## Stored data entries
====================

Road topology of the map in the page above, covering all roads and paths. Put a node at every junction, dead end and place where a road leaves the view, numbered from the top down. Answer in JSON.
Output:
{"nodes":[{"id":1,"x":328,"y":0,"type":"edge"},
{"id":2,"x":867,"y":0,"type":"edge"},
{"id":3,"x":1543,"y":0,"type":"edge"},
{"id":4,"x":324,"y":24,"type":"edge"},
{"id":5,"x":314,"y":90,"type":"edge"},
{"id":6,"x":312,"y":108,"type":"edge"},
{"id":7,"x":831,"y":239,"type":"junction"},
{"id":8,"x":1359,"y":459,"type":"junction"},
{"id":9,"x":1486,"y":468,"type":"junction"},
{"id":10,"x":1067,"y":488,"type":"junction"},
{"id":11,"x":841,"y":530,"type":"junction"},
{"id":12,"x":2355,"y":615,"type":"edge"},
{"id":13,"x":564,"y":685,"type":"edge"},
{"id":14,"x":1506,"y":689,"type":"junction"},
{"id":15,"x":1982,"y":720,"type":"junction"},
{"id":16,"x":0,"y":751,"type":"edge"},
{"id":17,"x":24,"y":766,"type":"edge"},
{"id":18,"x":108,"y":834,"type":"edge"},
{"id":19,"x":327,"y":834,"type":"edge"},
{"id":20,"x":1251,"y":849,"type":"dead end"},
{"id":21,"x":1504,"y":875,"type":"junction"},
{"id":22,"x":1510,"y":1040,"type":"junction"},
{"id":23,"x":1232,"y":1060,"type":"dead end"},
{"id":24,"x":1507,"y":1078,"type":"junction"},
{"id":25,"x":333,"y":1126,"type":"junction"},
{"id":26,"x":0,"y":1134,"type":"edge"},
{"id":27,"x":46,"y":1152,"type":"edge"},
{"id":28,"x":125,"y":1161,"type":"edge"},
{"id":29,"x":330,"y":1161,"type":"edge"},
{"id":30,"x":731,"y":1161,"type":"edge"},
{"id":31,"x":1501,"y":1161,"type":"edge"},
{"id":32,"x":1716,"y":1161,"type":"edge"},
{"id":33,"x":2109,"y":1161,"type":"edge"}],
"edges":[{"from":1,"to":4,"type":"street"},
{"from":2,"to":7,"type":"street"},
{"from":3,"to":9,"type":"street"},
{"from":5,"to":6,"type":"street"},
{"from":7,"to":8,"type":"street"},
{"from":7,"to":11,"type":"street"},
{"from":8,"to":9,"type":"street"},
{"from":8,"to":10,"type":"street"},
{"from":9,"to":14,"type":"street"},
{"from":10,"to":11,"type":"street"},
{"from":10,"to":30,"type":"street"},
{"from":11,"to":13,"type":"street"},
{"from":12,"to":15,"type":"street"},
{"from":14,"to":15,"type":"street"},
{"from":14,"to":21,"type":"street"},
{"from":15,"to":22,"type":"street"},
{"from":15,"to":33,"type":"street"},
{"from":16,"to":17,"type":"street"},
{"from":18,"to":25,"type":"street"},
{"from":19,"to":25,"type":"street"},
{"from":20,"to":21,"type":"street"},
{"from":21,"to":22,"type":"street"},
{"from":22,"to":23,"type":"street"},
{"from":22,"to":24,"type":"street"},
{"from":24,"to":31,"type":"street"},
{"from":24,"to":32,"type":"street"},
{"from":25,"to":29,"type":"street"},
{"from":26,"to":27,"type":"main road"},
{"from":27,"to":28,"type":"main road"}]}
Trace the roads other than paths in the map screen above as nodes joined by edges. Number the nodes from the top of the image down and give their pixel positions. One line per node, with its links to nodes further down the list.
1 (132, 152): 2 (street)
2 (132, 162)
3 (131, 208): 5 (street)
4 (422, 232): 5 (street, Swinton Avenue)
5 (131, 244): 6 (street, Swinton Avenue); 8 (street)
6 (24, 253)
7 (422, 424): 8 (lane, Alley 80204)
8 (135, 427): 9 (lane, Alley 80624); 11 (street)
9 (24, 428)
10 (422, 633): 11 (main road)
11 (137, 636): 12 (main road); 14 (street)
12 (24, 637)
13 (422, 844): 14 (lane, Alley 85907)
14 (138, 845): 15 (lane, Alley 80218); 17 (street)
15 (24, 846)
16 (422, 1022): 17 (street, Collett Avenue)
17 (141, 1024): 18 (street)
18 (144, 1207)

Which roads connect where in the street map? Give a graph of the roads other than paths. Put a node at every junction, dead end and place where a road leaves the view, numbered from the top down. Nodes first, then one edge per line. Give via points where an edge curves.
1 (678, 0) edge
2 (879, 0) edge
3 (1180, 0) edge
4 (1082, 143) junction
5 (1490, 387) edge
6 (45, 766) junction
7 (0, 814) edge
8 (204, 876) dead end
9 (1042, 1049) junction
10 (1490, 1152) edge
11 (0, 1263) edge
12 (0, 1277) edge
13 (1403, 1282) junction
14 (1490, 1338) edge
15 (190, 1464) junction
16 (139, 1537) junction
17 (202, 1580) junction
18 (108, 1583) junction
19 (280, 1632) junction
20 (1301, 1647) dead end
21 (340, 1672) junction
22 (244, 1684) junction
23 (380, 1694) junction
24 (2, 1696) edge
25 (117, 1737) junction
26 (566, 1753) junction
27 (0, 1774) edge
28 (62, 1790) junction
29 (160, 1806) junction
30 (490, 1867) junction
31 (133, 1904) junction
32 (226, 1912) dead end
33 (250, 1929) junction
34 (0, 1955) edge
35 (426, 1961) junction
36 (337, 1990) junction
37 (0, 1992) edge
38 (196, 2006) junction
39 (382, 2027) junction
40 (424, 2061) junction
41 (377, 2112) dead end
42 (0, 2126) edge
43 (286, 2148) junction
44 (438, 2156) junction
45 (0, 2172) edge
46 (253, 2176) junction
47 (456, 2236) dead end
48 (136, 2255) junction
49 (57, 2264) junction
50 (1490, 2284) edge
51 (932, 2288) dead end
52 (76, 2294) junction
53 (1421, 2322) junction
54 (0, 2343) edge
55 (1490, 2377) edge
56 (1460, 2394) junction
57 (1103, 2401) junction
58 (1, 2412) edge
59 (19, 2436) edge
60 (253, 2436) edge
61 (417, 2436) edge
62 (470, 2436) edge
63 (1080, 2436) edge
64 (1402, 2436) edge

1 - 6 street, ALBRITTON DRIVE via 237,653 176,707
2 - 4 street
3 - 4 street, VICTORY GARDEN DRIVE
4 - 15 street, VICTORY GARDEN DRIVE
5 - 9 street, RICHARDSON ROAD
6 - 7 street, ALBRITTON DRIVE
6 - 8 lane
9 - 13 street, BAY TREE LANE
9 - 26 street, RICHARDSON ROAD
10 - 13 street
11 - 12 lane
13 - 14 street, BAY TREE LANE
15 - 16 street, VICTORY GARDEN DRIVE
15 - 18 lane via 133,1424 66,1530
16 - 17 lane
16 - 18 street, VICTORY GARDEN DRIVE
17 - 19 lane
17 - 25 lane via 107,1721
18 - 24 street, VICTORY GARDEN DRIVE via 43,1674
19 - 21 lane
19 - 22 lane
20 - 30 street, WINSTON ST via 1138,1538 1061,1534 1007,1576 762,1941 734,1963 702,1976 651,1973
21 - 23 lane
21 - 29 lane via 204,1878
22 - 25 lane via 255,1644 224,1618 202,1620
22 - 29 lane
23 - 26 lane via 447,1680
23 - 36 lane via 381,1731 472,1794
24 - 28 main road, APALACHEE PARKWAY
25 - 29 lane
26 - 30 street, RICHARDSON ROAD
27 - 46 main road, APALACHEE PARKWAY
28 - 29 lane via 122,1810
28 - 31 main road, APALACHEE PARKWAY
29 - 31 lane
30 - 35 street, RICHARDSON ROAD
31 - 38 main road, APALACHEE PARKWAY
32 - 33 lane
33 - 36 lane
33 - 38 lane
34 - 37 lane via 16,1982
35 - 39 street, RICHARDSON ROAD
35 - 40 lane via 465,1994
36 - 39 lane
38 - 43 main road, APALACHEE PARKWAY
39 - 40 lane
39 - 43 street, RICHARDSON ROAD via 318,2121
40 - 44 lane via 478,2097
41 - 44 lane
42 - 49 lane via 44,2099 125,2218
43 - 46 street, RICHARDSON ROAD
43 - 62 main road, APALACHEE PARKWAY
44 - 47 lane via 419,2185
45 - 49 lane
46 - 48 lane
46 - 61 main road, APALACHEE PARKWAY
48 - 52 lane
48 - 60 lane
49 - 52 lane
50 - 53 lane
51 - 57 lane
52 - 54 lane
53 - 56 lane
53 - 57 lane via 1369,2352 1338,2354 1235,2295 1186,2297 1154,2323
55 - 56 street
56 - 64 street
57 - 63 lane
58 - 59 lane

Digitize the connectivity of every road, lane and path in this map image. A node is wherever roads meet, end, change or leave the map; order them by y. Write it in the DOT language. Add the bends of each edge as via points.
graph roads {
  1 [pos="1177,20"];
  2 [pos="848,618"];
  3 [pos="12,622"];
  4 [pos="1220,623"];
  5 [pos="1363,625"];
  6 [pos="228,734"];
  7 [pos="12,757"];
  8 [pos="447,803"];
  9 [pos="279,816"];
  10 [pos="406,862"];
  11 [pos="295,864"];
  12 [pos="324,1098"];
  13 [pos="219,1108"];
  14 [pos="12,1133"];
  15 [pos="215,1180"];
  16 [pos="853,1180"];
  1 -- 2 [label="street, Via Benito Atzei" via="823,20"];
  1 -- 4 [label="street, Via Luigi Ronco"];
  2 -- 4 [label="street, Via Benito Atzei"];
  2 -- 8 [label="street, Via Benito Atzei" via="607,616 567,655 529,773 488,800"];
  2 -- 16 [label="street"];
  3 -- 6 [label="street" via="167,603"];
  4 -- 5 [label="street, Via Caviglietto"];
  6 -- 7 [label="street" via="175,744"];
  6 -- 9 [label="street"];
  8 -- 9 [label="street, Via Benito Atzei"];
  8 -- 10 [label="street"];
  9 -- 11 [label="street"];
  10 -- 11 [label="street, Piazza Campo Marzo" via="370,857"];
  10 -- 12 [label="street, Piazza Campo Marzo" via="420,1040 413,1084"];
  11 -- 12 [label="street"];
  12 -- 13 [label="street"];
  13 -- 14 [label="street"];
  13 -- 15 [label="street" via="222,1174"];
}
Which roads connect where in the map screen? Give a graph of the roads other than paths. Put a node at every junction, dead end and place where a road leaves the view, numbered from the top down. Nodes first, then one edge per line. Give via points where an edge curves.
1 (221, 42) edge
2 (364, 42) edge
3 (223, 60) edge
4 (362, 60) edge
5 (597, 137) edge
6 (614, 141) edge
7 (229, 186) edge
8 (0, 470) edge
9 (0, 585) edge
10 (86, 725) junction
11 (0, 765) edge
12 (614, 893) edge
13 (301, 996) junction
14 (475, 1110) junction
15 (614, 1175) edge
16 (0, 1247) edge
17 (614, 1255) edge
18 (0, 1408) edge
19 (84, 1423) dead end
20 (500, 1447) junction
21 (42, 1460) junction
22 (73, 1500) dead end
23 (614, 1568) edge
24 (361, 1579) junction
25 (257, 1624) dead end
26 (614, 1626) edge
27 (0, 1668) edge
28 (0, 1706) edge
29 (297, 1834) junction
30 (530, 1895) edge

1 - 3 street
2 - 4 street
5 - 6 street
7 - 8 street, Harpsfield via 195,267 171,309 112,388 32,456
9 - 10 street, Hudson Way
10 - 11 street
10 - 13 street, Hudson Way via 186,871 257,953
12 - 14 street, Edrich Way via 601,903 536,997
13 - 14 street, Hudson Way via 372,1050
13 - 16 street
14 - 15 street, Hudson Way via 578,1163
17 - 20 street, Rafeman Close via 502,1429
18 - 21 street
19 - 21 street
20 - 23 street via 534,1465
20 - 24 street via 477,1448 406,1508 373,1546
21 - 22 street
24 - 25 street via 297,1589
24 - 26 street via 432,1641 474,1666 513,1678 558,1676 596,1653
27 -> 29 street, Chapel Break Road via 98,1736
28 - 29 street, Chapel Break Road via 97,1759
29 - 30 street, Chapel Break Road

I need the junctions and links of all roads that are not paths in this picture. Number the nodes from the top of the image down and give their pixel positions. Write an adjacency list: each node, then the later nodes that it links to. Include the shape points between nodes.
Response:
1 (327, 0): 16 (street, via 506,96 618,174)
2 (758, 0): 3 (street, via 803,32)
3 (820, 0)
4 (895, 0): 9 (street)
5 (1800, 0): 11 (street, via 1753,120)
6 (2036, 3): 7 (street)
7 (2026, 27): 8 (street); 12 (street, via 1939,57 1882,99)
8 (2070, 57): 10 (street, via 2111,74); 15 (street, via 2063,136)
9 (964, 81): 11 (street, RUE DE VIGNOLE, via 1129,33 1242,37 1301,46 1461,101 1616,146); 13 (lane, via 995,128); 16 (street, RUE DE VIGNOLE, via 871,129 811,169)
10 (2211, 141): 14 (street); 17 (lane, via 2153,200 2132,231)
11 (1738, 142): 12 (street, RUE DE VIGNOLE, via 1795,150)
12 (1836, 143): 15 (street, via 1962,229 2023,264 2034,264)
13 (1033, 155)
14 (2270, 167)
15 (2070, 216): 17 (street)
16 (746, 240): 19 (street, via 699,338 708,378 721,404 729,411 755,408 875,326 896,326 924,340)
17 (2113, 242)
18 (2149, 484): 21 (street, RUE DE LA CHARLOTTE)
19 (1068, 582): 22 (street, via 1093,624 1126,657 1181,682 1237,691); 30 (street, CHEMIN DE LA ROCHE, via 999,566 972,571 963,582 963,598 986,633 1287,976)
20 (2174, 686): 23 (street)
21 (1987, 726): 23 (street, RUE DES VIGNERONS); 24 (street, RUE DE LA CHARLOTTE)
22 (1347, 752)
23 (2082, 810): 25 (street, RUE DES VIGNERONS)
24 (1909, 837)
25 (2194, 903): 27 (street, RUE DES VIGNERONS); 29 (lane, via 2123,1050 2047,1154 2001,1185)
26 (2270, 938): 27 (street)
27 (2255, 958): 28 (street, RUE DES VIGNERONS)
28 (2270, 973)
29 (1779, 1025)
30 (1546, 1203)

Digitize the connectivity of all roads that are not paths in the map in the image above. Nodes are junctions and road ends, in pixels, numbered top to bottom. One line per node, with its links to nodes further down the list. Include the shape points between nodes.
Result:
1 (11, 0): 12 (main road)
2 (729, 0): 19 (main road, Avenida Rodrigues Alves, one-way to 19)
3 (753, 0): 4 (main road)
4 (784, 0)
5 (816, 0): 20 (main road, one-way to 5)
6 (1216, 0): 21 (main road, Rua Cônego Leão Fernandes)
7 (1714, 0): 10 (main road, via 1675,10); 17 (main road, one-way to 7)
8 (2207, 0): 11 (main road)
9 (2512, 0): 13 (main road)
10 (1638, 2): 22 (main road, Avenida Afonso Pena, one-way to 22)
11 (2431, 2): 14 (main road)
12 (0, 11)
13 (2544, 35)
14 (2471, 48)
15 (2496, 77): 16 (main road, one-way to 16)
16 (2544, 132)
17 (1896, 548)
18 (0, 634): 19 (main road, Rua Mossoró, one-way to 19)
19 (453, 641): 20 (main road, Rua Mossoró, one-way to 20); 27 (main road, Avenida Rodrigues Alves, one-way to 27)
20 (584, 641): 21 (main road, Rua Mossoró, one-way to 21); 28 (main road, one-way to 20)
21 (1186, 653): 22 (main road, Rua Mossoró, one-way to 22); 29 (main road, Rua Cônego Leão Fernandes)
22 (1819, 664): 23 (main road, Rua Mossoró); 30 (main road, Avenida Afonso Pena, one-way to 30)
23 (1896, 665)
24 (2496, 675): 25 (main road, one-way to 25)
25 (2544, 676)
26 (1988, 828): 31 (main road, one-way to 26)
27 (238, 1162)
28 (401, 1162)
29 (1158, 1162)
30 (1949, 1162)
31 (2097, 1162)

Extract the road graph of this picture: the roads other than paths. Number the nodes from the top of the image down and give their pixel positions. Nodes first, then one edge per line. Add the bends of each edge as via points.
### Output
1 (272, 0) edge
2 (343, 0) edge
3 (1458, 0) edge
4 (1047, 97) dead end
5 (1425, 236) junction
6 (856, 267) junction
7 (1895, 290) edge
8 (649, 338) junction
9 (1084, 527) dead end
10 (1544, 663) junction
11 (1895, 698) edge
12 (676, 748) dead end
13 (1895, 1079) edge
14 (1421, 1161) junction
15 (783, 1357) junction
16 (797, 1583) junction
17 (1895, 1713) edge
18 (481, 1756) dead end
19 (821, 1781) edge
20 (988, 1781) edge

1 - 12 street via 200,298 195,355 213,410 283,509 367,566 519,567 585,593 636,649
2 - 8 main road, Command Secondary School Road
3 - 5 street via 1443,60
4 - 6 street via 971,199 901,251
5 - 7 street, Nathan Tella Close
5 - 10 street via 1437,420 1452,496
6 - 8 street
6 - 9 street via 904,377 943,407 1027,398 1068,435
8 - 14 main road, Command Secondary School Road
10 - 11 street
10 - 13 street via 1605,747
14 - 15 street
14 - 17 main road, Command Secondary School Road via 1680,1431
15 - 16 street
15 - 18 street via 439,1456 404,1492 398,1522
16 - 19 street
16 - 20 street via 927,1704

====================

## Problem statement
The answer must consist of every line from the data that contains the word "Hudson".

## Finished task
9 - 10 street, Hudson Way
10 - 13 street, Hudson Way via 186,871 257,953
13 - 14 street, Hudson Way via 372,1050
14 - 15 street, Hudson Way via 578,1163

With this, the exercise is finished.